▸ Available data

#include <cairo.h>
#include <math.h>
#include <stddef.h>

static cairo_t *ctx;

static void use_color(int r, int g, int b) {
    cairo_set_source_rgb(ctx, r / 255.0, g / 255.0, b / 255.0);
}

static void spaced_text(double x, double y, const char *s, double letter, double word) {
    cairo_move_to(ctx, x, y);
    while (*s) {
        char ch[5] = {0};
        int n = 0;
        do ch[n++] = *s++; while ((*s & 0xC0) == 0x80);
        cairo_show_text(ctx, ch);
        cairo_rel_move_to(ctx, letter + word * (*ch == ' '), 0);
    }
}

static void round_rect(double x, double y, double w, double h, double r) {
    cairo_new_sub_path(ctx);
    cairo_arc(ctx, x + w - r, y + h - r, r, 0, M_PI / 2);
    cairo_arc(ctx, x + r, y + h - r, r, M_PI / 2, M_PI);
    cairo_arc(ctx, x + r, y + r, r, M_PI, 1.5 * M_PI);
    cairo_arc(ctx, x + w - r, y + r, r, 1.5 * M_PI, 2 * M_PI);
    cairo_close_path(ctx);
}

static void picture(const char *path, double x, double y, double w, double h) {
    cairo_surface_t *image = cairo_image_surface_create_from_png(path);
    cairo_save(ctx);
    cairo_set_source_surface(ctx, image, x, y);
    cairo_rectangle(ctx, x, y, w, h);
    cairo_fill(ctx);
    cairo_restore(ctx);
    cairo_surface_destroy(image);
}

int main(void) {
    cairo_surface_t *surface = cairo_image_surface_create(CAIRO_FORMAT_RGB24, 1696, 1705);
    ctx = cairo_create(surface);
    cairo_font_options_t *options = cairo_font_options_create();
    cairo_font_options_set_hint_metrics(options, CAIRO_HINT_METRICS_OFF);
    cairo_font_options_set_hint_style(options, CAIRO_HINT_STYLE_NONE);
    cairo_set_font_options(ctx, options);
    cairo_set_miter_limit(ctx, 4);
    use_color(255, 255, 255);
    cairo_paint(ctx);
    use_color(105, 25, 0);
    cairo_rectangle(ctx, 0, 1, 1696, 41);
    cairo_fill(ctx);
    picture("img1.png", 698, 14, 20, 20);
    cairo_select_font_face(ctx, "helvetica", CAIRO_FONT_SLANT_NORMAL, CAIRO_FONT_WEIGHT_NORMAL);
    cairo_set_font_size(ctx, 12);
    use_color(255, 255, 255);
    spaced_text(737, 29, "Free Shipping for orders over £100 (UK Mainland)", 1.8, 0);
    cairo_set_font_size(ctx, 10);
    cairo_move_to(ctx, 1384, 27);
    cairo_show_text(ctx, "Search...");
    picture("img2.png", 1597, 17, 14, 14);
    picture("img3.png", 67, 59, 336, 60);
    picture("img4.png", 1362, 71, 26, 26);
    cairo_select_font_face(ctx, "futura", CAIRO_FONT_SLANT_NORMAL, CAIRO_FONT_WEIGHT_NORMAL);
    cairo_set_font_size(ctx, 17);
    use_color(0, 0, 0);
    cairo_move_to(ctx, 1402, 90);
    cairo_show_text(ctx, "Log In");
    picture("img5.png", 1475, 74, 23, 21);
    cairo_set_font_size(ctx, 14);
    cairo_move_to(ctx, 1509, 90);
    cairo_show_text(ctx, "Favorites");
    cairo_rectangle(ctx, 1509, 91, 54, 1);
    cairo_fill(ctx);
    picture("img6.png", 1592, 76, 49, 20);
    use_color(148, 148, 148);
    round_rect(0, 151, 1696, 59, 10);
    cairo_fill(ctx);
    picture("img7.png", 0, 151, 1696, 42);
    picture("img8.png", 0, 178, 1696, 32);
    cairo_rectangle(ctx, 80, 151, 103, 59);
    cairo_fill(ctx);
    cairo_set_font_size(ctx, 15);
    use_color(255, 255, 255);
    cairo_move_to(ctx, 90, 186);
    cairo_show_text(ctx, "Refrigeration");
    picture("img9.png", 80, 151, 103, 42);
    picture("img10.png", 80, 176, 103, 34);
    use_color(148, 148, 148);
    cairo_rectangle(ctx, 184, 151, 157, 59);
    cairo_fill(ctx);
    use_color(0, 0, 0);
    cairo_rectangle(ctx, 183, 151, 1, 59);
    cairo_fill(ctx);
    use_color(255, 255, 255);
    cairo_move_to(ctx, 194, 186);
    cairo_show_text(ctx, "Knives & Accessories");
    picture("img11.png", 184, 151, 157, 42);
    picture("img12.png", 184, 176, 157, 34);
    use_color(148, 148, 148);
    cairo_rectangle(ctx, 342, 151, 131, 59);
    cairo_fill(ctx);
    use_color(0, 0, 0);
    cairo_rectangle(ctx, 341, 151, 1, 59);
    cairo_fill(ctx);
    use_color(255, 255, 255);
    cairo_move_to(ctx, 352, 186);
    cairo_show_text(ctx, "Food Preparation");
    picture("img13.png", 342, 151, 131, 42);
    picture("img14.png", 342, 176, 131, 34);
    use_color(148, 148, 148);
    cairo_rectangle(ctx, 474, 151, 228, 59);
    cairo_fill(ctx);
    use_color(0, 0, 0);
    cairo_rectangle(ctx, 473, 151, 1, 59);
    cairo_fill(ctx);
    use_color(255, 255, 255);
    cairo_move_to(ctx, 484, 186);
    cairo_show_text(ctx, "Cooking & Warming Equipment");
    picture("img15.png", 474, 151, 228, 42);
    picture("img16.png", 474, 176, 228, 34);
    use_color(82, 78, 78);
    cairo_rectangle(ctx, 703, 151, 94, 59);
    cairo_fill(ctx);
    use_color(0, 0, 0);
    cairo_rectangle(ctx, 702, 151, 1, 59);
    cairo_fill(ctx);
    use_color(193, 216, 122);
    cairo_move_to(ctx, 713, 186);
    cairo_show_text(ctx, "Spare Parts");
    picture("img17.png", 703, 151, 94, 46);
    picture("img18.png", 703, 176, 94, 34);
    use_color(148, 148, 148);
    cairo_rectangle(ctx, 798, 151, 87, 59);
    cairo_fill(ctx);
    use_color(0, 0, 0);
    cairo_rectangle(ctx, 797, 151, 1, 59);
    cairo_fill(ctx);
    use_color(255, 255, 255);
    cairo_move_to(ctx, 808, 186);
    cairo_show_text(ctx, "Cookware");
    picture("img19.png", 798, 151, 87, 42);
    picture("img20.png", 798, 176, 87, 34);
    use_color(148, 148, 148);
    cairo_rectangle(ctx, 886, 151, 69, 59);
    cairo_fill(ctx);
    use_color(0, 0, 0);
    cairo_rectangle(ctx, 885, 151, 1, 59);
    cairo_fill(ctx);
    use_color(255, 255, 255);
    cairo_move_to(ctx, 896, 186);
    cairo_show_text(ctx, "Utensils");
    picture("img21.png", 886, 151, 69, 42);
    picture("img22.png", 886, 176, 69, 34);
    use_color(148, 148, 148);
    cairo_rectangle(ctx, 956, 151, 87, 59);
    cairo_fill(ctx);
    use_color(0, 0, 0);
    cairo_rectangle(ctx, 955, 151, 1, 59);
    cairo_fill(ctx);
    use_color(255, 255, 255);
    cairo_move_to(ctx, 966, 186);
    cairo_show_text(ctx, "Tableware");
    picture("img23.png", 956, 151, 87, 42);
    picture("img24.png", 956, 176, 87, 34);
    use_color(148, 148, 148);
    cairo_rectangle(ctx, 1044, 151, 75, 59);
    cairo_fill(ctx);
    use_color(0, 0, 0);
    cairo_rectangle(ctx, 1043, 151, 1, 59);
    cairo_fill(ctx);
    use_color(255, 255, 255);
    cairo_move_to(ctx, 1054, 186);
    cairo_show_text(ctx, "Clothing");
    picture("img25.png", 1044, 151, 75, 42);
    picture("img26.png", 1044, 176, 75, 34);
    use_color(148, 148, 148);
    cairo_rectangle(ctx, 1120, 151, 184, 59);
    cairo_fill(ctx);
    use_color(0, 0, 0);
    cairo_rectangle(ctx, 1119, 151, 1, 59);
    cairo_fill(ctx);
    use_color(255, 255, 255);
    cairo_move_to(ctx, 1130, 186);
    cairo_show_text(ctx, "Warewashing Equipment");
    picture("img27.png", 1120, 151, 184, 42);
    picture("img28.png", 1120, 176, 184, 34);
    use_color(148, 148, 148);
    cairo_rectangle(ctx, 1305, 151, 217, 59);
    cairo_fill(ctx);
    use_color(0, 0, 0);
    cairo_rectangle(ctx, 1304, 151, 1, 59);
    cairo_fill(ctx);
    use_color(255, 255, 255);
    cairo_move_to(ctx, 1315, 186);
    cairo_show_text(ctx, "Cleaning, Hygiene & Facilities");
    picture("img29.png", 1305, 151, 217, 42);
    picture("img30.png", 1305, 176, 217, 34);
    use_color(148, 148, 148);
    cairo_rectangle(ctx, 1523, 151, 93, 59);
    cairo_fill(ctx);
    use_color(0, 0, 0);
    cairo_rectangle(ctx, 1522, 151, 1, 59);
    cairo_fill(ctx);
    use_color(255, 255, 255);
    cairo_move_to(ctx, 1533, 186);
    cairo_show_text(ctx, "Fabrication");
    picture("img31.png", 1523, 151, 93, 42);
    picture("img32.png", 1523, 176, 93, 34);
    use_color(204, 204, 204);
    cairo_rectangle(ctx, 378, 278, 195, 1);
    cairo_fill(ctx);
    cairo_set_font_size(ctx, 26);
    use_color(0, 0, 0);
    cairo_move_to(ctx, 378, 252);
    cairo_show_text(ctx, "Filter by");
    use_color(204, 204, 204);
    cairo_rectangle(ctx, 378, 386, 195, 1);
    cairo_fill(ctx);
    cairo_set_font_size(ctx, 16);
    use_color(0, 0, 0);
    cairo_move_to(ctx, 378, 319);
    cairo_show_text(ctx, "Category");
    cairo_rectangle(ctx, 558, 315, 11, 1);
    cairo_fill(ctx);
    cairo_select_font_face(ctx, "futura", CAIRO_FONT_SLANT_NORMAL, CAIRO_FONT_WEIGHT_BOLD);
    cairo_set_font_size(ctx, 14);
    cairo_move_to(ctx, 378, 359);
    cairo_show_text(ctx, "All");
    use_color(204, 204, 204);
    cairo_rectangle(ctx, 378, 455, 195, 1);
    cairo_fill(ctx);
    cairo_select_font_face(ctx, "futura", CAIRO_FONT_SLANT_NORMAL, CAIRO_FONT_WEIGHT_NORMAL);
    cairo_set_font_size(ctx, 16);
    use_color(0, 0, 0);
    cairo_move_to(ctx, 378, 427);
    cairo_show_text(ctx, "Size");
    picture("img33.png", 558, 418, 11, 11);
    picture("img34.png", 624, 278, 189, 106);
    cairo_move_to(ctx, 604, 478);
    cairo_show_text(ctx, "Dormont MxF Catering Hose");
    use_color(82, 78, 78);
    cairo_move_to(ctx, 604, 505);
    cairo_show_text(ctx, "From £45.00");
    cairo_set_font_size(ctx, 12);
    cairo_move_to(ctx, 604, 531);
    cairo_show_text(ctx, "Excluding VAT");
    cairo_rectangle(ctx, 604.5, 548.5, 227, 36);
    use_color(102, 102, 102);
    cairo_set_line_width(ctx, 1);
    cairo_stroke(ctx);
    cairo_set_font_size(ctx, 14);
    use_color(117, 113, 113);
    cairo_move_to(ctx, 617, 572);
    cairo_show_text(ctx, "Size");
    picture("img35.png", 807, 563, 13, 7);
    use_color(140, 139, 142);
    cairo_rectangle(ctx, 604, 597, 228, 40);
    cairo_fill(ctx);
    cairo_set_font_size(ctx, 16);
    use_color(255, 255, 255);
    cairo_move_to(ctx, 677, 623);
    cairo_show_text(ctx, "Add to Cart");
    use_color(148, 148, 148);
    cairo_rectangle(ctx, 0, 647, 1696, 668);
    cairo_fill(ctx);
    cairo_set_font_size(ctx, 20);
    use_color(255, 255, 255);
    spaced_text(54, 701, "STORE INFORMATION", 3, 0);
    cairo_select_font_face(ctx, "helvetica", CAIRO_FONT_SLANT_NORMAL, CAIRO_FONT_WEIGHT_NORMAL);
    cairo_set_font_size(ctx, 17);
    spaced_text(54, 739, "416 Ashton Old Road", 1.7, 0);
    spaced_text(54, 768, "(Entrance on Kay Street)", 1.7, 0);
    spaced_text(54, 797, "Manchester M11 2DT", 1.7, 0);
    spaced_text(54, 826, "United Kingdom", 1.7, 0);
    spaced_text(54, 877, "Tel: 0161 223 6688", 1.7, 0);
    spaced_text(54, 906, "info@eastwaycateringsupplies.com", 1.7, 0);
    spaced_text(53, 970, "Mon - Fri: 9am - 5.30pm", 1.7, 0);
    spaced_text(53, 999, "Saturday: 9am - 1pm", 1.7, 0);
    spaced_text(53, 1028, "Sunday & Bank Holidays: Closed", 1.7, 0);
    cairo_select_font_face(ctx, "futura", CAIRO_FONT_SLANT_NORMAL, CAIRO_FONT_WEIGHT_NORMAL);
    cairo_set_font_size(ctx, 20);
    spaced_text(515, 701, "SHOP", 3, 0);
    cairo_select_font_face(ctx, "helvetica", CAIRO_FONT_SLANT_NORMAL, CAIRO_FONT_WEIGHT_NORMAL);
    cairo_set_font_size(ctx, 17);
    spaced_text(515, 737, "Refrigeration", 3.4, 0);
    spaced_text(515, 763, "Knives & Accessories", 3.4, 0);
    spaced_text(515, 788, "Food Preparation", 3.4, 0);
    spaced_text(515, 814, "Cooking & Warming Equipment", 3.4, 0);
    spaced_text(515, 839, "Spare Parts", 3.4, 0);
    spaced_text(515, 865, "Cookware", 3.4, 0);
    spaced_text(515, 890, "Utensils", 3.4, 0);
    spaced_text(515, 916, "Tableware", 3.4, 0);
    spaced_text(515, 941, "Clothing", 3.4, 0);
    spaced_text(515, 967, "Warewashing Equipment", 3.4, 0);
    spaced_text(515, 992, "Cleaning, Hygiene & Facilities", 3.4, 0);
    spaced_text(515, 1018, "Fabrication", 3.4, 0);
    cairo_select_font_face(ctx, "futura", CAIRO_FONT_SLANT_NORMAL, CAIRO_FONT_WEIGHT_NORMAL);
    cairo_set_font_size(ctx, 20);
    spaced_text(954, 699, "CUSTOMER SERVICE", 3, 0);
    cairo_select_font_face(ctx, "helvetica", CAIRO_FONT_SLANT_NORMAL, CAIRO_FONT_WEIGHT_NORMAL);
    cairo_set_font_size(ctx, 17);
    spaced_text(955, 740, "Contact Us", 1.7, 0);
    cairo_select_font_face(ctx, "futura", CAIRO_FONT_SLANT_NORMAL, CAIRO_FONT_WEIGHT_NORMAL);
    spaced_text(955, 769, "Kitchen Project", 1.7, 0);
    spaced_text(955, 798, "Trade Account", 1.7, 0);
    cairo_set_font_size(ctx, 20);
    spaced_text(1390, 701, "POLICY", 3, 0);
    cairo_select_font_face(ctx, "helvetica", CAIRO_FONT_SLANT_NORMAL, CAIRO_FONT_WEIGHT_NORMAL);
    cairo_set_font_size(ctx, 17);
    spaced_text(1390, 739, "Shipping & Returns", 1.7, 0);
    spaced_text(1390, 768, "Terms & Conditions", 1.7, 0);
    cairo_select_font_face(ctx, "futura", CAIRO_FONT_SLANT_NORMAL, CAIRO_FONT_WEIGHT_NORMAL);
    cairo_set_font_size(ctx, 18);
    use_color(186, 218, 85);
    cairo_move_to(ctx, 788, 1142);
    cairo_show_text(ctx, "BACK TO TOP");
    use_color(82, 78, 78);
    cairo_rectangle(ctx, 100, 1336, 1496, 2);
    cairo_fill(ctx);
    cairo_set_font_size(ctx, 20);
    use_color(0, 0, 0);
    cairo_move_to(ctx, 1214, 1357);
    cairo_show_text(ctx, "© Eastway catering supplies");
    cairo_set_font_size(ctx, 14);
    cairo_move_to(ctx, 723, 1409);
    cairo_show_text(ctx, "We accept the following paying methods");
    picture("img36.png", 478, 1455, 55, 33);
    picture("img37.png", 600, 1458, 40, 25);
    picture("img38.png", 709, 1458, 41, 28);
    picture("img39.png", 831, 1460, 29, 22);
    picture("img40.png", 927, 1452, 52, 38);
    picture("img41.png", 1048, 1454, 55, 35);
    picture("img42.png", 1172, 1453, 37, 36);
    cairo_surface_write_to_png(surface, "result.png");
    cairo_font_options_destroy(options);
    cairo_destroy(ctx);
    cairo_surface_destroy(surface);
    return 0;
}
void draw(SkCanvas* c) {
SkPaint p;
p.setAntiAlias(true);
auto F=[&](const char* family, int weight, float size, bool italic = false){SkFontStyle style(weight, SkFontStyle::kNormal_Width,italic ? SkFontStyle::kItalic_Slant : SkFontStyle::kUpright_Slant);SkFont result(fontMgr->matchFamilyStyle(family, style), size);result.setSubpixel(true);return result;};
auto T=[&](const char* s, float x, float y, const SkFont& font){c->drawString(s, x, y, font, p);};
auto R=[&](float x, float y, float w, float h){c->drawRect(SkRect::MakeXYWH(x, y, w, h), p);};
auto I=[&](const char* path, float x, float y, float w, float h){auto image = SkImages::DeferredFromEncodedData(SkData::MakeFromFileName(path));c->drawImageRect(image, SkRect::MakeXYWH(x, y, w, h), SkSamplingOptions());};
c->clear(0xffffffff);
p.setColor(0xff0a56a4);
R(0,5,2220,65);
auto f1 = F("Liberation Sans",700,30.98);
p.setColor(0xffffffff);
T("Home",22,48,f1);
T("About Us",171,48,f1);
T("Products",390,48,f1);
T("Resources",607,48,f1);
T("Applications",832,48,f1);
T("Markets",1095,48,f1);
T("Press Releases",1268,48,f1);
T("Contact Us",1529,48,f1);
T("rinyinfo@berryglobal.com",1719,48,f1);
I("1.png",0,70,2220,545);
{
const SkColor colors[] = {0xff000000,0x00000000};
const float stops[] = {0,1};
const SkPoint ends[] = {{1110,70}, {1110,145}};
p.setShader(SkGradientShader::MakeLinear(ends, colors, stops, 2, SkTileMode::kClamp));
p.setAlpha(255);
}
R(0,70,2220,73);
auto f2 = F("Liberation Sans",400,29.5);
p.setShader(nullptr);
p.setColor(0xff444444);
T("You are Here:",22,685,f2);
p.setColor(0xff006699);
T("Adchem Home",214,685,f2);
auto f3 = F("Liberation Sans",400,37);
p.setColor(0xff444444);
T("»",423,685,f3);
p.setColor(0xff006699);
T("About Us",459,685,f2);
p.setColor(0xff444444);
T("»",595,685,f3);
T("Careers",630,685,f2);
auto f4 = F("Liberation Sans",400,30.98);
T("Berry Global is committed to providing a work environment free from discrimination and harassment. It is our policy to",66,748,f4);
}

▸ Work item
State how many lines of the listing hold the string "double"; reply with the number and nothing else.

▸ Result
3